Вдругорядь полез на дерево. Каждую веточку на крепость теперича проверяет, ногой осторожно ступает, рукой пробует. Только к Парамону добрался, как вновь скувыркнулся. Крякнул от досады, сызнова полез. Не успел и шага сделать, упал.

– Дерево-то будто заговоренное, – сконфужено пробормотал он. – Как же Парамона вызволить? Ума не приложу. До утра ждать что ль?

– Нет, до утра не сдюжит. Отойди-ка, сынок. Хоть и нет у меня твоей сноровки, но тряхну стариной.

Подошёл Макар к дереву, приноровился, запрыгнул на нижнюю ветку.

– Руки-ноги не переломай, отец, – следя за ним, произнес Бранибор.

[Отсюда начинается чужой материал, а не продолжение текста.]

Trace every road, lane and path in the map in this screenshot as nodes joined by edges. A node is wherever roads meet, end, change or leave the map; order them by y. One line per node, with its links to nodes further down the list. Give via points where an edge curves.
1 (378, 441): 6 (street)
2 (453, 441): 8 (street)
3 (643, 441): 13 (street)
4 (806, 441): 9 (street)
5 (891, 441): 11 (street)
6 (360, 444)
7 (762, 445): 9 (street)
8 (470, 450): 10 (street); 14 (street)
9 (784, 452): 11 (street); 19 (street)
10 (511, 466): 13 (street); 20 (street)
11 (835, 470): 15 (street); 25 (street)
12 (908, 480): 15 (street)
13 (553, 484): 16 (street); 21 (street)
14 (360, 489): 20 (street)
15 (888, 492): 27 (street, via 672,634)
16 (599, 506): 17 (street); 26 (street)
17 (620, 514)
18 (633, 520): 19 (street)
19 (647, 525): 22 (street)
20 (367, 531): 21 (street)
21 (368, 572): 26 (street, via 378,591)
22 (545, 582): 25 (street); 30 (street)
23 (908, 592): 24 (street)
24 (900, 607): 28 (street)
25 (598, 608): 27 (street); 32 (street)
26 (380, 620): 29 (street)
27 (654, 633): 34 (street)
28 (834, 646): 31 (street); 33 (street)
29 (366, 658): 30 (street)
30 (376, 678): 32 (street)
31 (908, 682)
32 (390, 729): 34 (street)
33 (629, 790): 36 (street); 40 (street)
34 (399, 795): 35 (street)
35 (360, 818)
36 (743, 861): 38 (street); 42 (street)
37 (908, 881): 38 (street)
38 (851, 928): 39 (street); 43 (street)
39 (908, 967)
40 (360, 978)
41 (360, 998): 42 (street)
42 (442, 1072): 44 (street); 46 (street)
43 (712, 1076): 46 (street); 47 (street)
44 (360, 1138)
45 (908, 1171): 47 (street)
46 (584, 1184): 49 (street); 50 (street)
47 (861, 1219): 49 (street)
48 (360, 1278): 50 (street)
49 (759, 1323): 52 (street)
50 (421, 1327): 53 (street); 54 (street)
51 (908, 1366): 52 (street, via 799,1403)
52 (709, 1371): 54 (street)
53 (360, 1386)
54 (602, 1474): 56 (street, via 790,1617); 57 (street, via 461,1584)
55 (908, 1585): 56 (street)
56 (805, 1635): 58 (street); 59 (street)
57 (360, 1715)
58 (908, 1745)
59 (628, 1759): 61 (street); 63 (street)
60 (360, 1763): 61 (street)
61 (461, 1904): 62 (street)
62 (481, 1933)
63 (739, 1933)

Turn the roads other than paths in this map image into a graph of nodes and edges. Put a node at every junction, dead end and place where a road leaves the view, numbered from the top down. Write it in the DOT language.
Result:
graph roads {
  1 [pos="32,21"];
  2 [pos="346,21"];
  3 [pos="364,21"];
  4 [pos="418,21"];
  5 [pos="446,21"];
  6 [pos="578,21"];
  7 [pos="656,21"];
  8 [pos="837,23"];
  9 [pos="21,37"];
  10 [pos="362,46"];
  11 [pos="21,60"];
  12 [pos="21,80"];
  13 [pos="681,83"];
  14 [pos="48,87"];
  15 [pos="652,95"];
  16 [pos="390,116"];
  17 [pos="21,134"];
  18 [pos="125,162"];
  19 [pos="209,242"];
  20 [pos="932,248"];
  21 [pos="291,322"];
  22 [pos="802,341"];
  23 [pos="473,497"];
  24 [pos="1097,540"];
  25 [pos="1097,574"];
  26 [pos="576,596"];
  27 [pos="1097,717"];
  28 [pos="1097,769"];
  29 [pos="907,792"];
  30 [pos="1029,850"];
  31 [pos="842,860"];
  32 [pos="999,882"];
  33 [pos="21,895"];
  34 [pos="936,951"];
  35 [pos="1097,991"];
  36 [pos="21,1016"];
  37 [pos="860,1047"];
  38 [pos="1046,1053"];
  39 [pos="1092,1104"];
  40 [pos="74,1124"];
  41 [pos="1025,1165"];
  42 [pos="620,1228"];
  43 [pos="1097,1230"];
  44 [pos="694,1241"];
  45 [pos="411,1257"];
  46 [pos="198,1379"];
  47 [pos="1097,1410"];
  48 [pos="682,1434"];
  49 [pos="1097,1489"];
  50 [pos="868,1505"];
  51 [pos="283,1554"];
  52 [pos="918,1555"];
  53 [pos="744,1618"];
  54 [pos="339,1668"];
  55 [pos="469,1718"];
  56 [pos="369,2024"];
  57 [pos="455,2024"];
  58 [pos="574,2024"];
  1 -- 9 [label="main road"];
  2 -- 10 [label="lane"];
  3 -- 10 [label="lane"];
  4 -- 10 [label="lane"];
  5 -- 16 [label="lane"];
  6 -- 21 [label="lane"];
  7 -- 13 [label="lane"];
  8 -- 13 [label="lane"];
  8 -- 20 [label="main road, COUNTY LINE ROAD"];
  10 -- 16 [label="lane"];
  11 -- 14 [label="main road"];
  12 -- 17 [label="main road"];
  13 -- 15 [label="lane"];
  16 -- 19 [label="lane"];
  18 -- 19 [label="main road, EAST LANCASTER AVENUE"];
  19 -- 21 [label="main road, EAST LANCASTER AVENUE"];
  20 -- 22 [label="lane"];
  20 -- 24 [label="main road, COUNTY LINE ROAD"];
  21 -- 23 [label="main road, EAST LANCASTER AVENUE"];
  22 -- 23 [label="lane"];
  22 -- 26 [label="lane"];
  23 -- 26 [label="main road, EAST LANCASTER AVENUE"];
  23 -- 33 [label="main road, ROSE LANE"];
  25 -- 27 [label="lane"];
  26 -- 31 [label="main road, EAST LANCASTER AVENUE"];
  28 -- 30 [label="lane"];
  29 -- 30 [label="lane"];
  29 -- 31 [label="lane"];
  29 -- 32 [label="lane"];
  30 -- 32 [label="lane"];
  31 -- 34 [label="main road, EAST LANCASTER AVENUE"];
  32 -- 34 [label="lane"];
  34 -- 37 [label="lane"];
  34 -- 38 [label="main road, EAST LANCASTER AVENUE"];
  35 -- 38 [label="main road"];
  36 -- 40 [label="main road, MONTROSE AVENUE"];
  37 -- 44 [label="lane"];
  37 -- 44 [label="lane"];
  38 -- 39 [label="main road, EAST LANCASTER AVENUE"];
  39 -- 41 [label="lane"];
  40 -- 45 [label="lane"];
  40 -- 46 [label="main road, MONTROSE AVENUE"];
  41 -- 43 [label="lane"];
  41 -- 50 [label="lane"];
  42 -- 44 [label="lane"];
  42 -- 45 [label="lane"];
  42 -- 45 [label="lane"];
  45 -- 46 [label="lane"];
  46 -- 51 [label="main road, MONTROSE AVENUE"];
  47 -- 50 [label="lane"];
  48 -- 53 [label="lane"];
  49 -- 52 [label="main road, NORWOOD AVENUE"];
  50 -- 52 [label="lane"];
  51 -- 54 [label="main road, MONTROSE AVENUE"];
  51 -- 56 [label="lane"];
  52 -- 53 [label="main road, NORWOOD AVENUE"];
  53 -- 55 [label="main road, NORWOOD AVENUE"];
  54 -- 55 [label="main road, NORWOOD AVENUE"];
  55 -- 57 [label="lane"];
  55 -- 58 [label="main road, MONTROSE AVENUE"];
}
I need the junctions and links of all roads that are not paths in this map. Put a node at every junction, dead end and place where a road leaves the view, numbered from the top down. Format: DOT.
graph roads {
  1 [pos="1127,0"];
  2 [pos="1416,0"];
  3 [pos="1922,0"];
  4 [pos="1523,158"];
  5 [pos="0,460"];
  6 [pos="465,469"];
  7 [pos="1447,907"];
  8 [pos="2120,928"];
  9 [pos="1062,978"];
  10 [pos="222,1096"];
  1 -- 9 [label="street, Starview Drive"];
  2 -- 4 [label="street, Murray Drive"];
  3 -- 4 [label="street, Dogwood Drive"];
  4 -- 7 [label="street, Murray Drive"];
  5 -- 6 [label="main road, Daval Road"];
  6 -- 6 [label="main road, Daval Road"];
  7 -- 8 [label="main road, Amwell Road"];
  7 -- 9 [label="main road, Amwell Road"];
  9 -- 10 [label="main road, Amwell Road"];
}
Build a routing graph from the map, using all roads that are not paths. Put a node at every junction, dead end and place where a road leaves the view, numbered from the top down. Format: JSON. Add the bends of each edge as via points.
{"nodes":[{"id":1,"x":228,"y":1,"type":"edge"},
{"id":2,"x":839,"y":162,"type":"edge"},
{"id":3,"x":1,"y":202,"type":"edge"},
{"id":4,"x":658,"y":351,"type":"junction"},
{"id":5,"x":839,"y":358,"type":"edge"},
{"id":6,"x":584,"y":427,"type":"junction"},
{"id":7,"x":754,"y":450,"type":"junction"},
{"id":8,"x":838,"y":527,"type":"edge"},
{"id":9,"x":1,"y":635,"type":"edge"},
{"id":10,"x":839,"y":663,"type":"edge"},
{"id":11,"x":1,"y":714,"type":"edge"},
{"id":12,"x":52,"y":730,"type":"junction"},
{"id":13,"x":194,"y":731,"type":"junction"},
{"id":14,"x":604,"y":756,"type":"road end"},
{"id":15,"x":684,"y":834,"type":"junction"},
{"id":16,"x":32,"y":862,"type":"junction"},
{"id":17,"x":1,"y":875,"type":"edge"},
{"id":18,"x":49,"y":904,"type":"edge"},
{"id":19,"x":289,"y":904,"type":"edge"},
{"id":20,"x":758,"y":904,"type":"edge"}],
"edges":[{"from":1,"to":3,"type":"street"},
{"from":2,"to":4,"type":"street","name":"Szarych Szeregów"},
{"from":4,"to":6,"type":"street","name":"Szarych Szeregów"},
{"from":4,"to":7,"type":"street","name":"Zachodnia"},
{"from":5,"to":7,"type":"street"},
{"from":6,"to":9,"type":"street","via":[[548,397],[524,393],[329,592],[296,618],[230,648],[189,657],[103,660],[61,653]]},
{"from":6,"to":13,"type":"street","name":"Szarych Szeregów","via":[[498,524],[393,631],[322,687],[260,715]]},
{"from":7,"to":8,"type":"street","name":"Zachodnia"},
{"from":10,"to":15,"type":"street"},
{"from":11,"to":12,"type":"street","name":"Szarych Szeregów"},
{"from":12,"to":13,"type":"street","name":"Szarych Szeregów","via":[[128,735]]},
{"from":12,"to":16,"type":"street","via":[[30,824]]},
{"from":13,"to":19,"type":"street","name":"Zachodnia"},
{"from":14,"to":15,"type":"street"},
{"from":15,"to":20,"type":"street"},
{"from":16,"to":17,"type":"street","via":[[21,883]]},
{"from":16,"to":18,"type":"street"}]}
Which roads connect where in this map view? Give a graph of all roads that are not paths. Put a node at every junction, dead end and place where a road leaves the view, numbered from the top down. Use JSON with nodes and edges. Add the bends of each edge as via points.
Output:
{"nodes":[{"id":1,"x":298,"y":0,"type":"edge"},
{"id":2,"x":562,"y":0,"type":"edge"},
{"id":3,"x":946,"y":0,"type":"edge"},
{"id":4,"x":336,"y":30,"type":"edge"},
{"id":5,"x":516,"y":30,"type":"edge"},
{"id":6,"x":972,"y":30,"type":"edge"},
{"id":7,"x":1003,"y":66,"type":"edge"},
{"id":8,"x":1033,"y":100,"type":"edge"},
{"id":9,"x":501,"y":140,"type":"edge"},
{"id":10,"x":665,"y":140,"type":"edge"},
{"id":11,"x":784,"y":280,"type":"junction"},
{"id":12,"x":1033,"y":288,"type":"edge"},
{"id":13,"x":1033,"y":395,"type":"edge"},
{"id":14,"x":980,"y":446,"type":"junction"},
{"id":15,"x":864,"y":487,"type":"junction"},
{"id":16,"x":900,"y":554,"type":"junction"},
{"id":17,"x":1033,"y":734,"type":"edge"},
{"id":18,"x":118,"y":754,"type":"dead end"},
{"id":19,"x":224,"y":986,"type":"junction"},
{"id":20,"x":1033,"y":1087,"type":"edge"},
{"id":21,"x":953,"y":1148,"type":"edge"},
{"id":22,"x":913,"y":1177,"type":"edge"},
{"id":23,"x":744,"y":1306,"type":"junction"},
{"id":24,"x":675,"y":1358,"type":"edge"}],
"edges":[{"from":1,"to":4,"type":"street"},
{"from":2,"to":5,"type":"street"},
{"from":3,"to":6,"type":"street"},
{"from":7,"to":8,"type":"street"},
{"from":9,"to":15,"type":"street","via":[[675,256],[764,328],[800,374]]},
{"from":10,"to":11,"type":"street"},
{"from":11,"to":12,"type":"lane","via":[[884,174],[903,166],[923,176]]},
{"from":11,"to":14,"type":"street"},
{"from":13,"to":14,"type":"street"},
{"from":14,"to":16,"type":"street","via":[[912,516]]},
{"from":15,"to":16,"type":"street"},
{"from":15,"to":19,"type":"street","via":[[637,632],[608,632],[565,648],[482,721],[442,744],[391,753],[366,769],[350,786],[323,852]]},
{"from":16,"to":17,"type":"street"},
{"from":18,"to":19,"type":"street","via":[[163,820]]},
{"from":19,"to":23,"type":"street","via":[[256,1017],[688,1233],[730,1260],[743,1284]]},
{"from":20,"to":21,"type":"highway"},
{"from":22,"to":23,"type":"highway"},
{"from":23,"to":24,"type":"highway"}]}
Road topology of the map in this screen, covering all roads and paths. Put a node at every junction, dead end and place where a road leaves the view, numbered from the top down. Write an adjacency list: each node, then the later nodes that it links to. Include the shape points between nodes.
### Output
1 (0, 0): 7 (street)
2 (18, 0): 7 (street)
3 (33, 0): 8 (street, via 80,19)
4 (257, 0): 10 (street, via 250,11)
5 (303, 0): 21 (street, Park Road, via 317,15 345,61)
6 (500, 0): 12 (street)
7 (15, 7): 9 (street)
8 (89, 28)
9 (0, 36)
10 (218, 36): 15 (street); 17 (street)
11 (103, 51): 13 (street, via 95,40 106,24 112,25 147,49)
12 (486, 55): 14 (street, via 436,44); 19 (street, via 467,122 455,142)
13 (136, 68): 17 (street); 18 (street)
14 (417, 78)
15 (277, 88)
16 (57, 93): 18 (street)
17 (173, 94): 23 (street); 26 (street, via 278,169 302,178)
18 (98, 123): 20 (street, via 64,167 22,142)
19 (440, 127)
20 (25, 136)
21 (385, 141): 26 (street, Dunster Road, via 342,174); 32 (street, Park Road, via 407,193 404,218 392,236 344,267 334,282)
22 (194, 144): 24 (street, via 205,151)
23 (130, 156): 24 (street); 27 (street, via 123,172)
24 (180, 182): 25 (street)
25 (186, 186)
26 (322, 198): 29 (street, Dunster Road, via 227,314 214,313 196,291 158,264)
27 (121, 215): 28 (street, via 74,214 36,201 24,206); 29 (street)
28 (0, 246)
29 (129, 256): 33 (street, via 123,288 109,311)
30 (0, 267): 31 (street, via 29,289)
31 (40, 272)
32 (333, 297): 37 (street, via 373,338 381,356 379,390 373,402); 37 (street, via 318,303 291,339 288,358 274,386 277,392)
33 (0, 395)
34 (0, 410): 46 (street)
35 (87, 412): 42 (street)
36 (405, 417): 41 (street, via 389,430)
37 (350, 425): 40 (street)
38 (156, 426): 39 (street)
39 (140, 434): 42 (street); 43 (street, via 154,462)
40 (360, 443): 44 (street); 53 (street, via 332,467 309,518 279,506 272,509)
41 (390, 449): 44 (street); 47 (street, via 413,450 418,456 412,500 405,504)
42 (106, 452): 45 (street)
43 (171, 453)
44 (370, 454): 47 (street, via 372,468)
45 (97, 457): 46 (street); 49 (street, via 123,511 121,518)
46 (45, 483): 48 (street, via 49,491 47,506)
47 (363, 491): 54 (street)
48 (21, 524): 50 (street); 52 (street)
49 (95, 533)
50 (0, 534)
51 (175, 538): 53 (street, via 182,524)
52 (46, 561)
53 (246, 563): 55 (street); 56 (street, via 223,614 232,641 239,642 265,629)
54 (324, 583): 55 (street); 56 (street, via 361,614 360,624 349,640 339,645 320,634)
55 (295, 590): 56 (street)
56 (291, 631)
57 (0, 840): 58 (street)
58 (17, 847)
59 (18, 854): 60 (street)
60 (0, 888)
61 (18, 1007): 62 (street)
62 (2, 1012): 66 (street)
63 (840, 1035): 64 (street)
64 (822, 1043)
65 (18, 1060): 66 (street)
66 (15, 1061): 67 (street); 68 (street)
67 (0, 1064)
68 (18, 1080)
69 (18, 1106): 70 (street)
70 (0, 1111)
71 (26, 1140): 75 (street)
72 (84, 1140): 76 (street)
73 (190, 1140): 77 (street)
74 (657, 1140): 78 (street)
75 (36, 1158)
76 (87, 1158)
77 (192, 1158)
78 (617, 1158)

– Эх, сынок, резвого жеребца и волк не берет! – залихватски крикнул Макар и тут же свалился.

– Всё же выше лба уши не растут, – потирая помятые бока, заворчал Макар.

– Ты это о чём? – спросил Бранибор.

Не успел ответить Макар, как раздались голоса:

– Не вытаскивайте Звона, шума много от него.

Присмотрелся Макар, да никого не видно. Направо повернулся, налево, только Бранибор пред ним. На дереве филин глазищами моргает, а более никого и нет.

– Кто тут? Кто говорит? – всполошился Макар.

– Это мы, твои внучки-ночницы.

– Где же вы? Не видать вас. Почто не показываетесь?

– Боимся, прислужники Чернобога в ночи рыщут. А вы вопите, за версту слышно, – застрекотали ночницы хором. – Особливо Парамон ваш усердствует. Орет, а нам же страшно.

– Так это вы тут проказничаете? Нашего Парамона в дупло засадили?! – вспылил Бранибор.

– А то кто же? – в голосах ночниц прозвучала гордость. – Трудов немалых стоило. Да и тебя мы с дерева сковырнули и дедушку Макара! Вот какие мы ловкие!

Макар только развел руками:

– Хорошенькое дело! Парамон вас-то и звал! Откликнулись и хлопотами не обеспокоили бы себя.

– Вот что, барышни, – сурово сдвинул брови Бранибор, – возверните Парамона. Негоже доброго человека без всякого уважения в дупла запихивать, аки поленья в печь.

Ночницы принялись шептаться.

– Эй, внученьки, – шепотом позвал Макар, – Парамона вызволять-то будем?

– Будем, будем, – также шепотом ответили ночницы, – опосля…

– Как так опосля? – вознегодовал Бранибор. – Звон мается, а у них усмешки-потешки! Немедля возверните Звона.

– После, после. Идут, прячьтесь! Прячьтесь! – пискнули ночницы и всё стихло.

Бранибор рассердился не на шутку,

– Сладу нет с твоими внучками, Макар, но я не я буду, а Парамона всё одно вызволю!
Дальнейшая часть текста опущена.